Vita

Anna Herbst wurde in Bensberg bei Köln geboren und wuchs in Köln auf.

Seit ihrem siebten Lebensjahr sang sie im Chor des Kölner Komponisten und Kirchenmusikers Heinz-Martin Lonquich und erhielt dort ihren ersten Gesangsunterricht.

Ab 2004 studierte sie als Jungstudentin an der Hochschule für Musik und Tanz Köln bei Prof. Henner Leyhe und setzte dort ihr Diplomstudium bei Prof. Josef Protschka fort. 2010 schloss sie mit den Diplomen in Künstlerischer Ausbildung (Opern- und Konzertgesang) und Gesangspädagogik ab.

Darauf folgte ein Masterstudium Operngesang bei Prof. Kai Wessel an der Hochschule für Musik und Tanz Köln, das sie 2012 mit „sehr gut“ abschloss, sowie ein Aufbaustudium zum Master of Music Barockgesang am Institut für Alte Musik Köln, das sie 2014 ebenfalls mit „sehr gut“ absolvierte.

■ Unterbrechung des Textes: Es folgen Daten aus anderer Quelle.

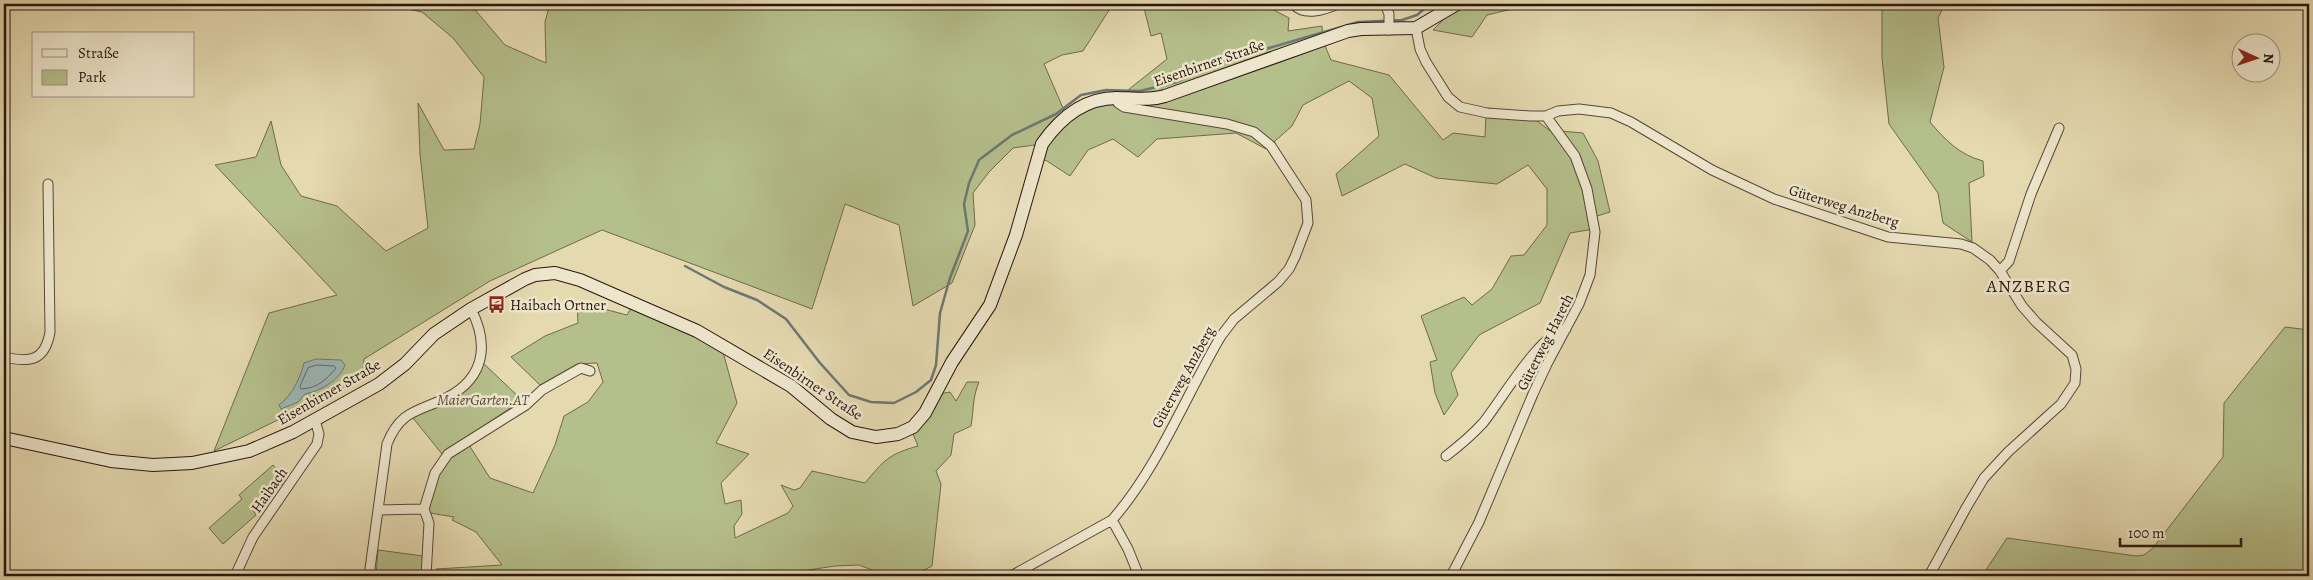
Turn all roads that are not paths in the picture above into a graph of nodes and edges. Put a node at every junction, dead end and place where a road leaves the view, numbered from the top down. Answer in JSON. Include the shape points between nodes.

Anna Herbst war Stipendiatin der Yehudi Menuhin Stiftung, Preisträgerin beim Bundeswettbewerb Gesang auf Landesebene, Finalistin des Liedwettbewerbes der Hochschule für Musik und Tanz Köln 2013 und des Podium junger Gesangssolisten des Verbandes deutscher Konzertchöre 2015.

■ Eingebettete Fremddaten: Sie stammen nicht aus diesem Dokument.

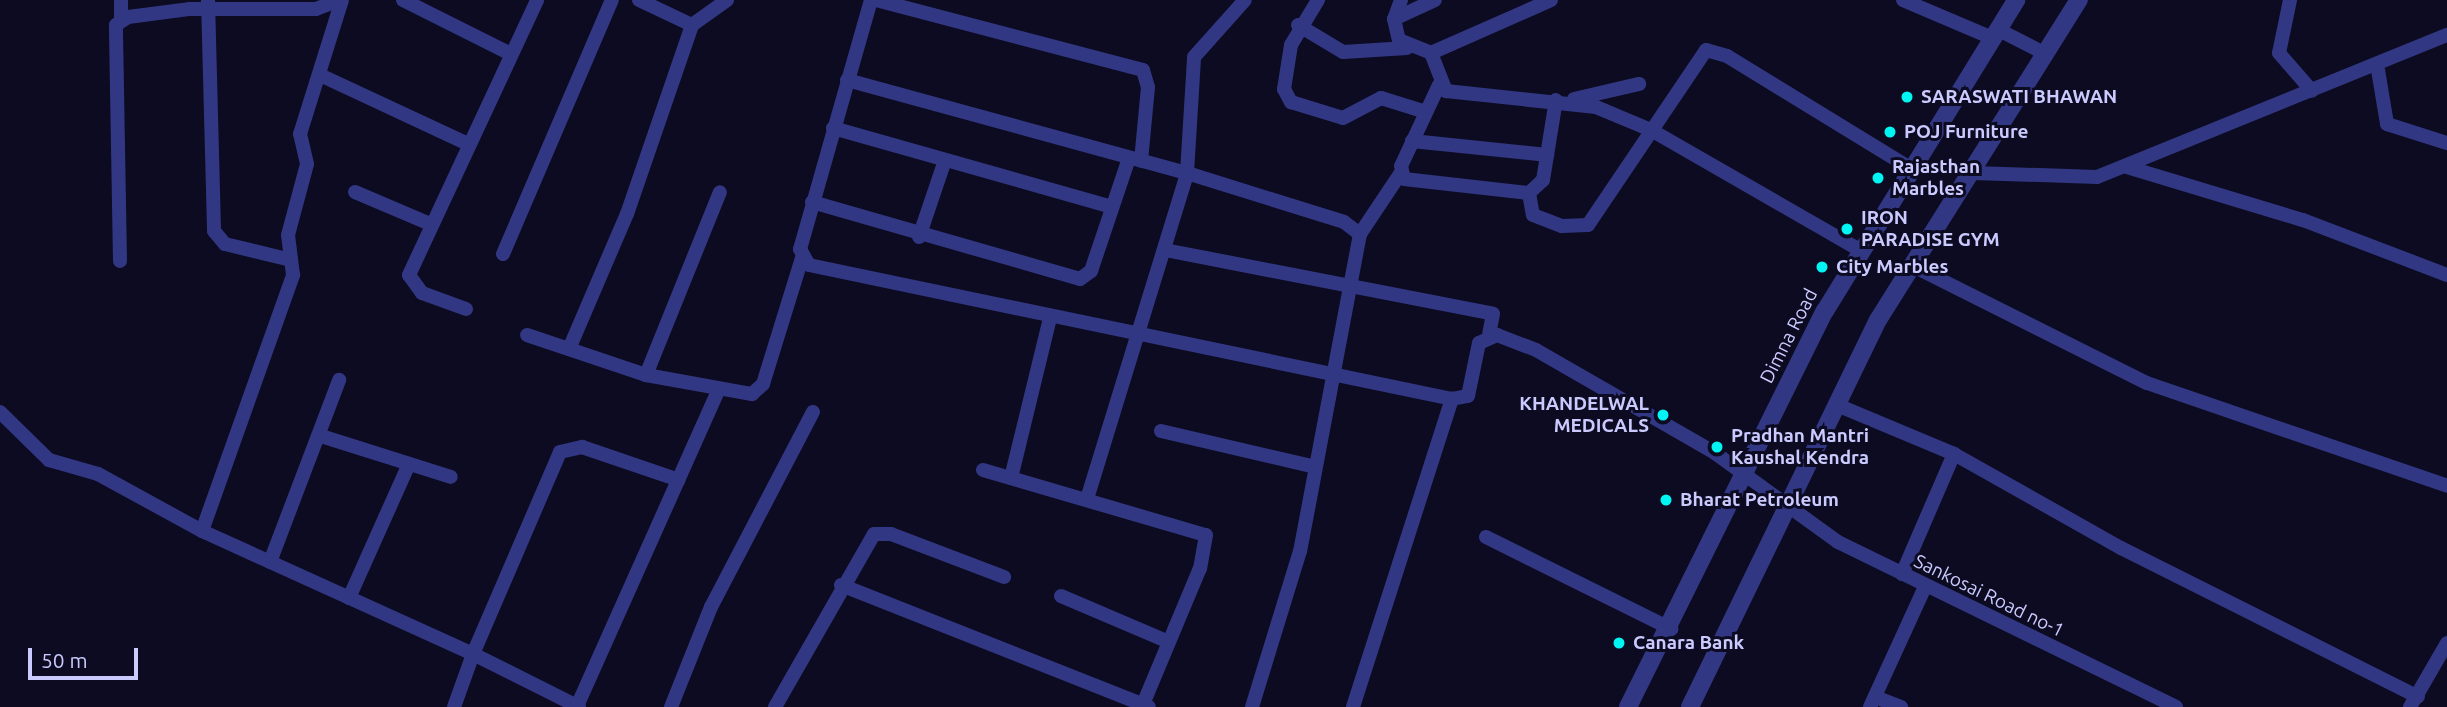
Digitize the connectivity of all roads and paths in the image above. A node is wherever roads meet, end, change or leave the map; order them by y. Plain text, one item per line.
1 (121, 0) edge
2 (341, 0) edge
3 (403, 0) edge
4 (537, 0) edge
5 (612, 0) edge
6 (639, 0) edge
7 (727, 0) edge
8 (874, 0) edge
9 (1245, 0) edge
10 (1318, 0) edge
11 (1401, 0) edge
12 (1435, 0) edge
13 (1551, 0) edge
14 (1903, 0) edge
15 (2016, 0) edge
16 (2079, 0) edge
17 (2290, 0) edge
18 (208, 5) edge
19 (121, 19) junction
20 (1394, 19) junction
21 (692, 25) junction
22 (1298, 25) junction
23 (1994, 34) junction
24 (2447, 35) edge
25 (1407, 48) junction
26 (1431, 53) junction
27 (2044, 53) junction
28 (511, 54) junction
29 (2377, 64) junction
30 (320, 75) junction
31 (847, 80) junction
32 (1639, 84) dead end
33 (1439, 85) junction
34 (2312, 91) junction
35 (1563, 100) junction
36 (1426, 112) junction
37 (834, 128) junction
38 (1651, 130) junction
39 (1412, 141) junction
40 (2447, 143) edge
41 (468, 144) junction
42 (1547, 155) junction
43 (1135, 159) junction
44 (944, 160) junction
45 (2127, 167) junction
46 (1910, 168) junction
47 (1188, 173) junction
48 (1973, 173) junction
49 (1400, 174) junction
50 (355, 192) dead end
51 (720, 192) dead end
52 (1529, 193) junction
53 (813, 202) junction
54 (1112, 207) junction
55 (430, 224) junction
56 (1360, 234) junction
57 (919, 237) junction
58 (1165, 250) junction
59 (1860, 250) junction
60 (503, 254) dead end
61 (802, 258) junction
62 (291, 260) junction
63 (120, 261) dead end
64 (1915, 267) junction
65 (2447, 275) edge
66 (1348, 290) junction
67 (466, 309) dead end
68 (1050, 318) junction
69 (1489, 334) junction
70 (527, 335) dead end
71 (1133, 335) junction
72 (569, 349) junction
73 (646, 375) junction
74 (1334, 377) junction
75 (339, 380) dead end
76 (718, 391) junction
77 (1452, 399) junction
78 (1837, 405) junction
79 (0, 412) edge
80 (813, 412) dead end
81 (1161, 430) dead end
82 (321, 436) junction
83 (1954, 454) junction
84 (409, 464) junction
85 (1312, 466) junction
86 (983, 470) dead end
87 (1743, 474) junction
88 (451, 477) dead end
89 (1011, 478) junction
90 (679, 480) junction
91 (2447, 486) edge
92 (1087, 499) junction
93 (1788, 511) junction
94 (202, 531) junction
95 (1486, 537) dead end
96 (270, 562) junction
97 (1902, 574) junction
98 (1004, 577) dead end
99 (841, 585) junction
100 (1925, 587) junction
101 (1061, 596) dead end
102 (349, 598) junction
103 (1671, 629) junction
104 (1169, 642) junction
105 (2447, 643) edge
106 (472, 653) junction
107 (1872, 702) edge
108 (2414, 702) edge
109 (578, 706) edge
110 (1147, 706) edge
111 (454, 707) edge
112 (671, 707) edge
113 (775, 707) edge
114 (1252, 707) edge
115 (1353, 707) edge
116 (1628, 707) edge
117 (1690, 707) edge
118 (1901, 707) edge
119 (2176, 707) edge

1 - 19 street
2 - 18 street
2 - 30 street
3 - 28 street
4 - 28 street
5 - 60 street
6 - 21 street
7 - 21 street
8 - 31 street
8 - 43 street
9 - 47 street
10 - 22 street
11 - 20 street
12 - 20 street
13 - 26 street
14 - 23 street
15 - 23 street, Dimna Road
16 - 27 street
17 - 34 street
18 - 19 street
18 - 62 street
19 - 63 street
20 - 25 street
21 - 72 street
22 - 25 street
22 - 36 street
23 - 27 street
23 - 46 street, Dimna Road
24 - 29 street
25 - 26 street
26 - 33 street
27 - 48 street
28 - 41 street
29 - 34 street
29 - 40 street
30 - 41 street
30 - 62 street
31 - 37 street
31 - 43 street
32 - 35 street
33 - 35 street
33 - 36 street
34 - 45 street
35 - 38 street
35 - 42 street
36 - 39 street
37 - 44 street
37 - 53 street
38 - 46 street
38 - 52 street
38 - 59 street
39 - 42 street
39 - 49 street
41 - 55 street
42 - 52 street
43 - 47 street
43 - 54 street
44 - 54 street
44 - 57 street
45 - 48 street
45 - 65 street
46 - 59 street, Dimna Road
47 - 56 street
47 - 58 street
48 - 64 street
49 - 52 street
49 - 56 street
50 - 55 street
51 - 73 street
53 - 57 street
53 - 61 street
54 - 57 street
55 - 67 street
56 - 66 street
58 - 66 street
58 - 71 street
59 - 87 street, Dimna Road
61 - 68 street
61 - 76 street
62 - 94 street
64 - 78 street
64 - 91 street
66 - 69 street
66 - 74 street
68 - 71 street
68 - 89 street
69 - 77 street
69 - 87 street, Sankosai Road no-1
70 - 72 street
71 - 74 street
71 - 92 street
72 - 73 street
73 - 76 street
74 - 77 street
74 - 85 street
75 - 82 street
76 - 90 street
77 - 115 street
78 - 83 street
78 - 93 street
79 - 94 street
80 - 112 street
81 - 85 street
82 - 84 street
82 - 96 street
83 - 97 street
83 - 108 street
84 - 88 street
84 - 102 street
85 - 114 street
86 - 89 street
87 - 93 street, Sankosai Road no-1
87 - 103 street, Dimna Road
89 - 92 street
90 - 106 street
90 - 109 street
92 - 104 street
93 - 97 street, Sankosai Road no-1
93 - 117 street
94 - 96 street
95 - 103 street
96 - 102 street
97 - 100 street, Sankosai Road no-1
98 - 99 street
99 - 110 street
99 - 113 street
100 - 107 street
100 - 119 street, Sankosai Road no-1
101 - 104 street
102 - 106 street
103 - 116 street, Dimna Road
104 - 110 street
105 - 108 street
106 - 109 street
106 - 111 street
107 - 118 street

Zur Vervollständigung ihrer Ausbildung nahm sie an zahlreichen Meisterkursen im In- und Ausland teil; unter anderem bei Edita Gruberova, Dame Emma Kirkby, Silvana Bartoli-Bazzoni, Paul Agnew, der Lautten Compagney Berlin, Sissel Hoyem-Aune, Kristina Laki, Arthur Janzen, Helen Kwon, Jeanne Piland und Karl Kammerlander.

Ihre Konzerttätigkeit führte Anna Herbst in die Tonhalle Zürich („In the Spirit of DaDa“), die Kölner Philharmonie („Weihnachtsoratorium“, „Magnificat“, „Kiddush“,„Beatus Vir“), den großen Sendesaal des WDR in Köln („Mysteries of the Macabre“), die Tonhalle Düsseldorf („King Arthur“) das Beethovenhaus Bonn sowie nach Frankreich, Italien, Liechtenstein und in die Schweiz.

Auf der Opernbühne verkörperte sie zahlreiche Partien, deren stilistisches Spektrum vom Frühbarock über Mozart bis zur zeitgenössischen Literaturoper reicht.

Sie war in der Oper Köln („Orpheus in der Unterwelt“, „Freischütz“), dem Theater Aachen („La descente d’Orphée aux enfèrs“) und dem Theater Lübeck („Im Weißen Rössl“, „Evita“, „Hänsel und Gretel“, „Armide“) zu erleben. In der Spielzeit 2014/15 gehörte sie dem internationalen Opernelitestudio am Theater Lübeck an.

2016 sang sie die Hauptrolle der „Silvia“ in ETA Hoffmann’s Oper „Liebe und Eifersucht“ am Theater Rigiblick in Zürich.

Anna Herbst hat sich immer besonders gerne der Alten und der zeitgenössischen Musik gewidmet. Regelmäßig wird sie für Uraufführungen nach Zürich eingeladen („Oh Vielgeliebte“ 2011, „Eros“ 2012, „Beim Hut des Hermes“ 2013, „Eva“ 2015, „Dädaleum“ (Festspiele Zürich 2016).

In diesem Jahr wird sie zeitgenössische Werke von Jean-Philippe Dartois, Christian Glowatzko und Alfred Bösendorfer auf CD einspielen.